Welcome!

Cloud Expo Authors: Michelle Drolet, Kevin Benedict, Pat Romanski, Elizabeth White, Paige Leidig

Related Topics: Cloud Expo

Cloud Expo: Blog Post

The Economics of Big Data: Why Faster Software is Cheaper

Faster means better and cheaper - lower latency and lower cost!

In big data computing, and more generally in all commercial highly parallel software systems, speed matters more than just about anything else. The reason is straightforward, and has been known for decades.

Put very simply, when it comes to massively parallel software of the kind need to handle big data, fast is both better AND cheaper. Faster means lower latency AND lower cost.

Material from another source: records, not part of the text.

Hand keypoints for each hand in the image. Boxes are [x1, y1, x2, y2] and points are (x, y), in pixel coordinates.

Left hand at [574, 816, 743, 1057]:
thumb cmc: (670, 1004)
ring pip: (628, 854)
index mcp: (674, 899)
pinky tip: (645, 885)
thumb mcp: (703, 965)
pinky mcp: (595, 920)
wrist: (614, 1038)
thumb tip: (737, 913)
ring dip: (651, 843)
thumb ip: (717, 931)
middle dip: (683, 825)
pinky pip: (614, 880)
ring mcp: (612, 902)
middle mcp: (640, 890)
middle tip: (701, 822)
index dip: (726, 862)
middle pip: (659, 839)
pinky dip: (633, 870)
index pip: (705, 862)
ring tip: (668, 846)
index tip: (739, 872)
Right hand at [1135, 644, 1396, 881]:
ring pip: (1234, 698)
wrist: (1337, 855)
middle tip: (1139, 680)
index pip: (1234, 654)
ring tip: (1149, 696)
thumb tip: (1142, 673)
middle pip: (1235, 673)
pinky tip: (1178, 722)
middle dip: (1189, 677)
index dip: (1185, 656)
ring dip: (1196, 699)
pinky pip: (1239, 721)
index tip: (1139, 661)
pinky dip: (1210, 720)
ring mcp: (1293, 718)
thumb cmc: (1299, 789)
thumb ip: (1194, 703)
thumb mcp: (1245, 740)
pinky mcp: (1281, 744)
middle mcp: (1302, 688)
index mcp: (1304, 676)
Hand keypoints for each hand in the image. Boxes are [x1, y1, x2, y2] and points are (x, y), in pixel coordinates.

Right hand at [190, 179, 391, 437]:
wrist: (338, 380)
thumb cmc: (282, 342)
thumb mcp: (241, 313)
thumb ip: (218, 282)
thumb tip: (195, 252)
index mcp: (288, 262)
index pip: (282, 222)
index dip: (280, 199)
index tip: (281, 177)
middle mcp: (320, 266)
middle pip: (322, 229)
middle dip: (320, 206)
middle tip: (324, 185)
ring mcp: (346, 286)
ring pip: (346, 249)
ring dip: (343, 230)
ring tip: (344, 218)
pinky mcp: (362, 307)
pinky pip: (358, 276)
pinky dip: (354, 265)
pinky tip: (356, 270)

At first this may seem counterintuitive. A high-end sports car will be much faster than a standard family sedan, but the family sedan may be much cheaper. Cheaper to buy, and cheaper to run. But massively parallel software running on commodity hardware is a quite different type of product from a car. In general, the faster it goes, the cheaper it is to run.

Time Is Money
As has been noted many times in the history of computing, if you are a factor of 50x slower, then you will need 50x more nodes to run at the same speed (even assuming perfect parallelization), or your computation will need 50x more time. In either case, it will also be much more likely that you will experience at least one of your nodes crashing during a computation. This is not to argue that automatic fault tolerance and recovery should be ignored in the pursuit of speed, but rather that these two factors need to be carefully balanced. Good design in massively parallel systems is about achieving maximum speed along with the ability to recover from a given expected level of hardware failure, via checkpointing.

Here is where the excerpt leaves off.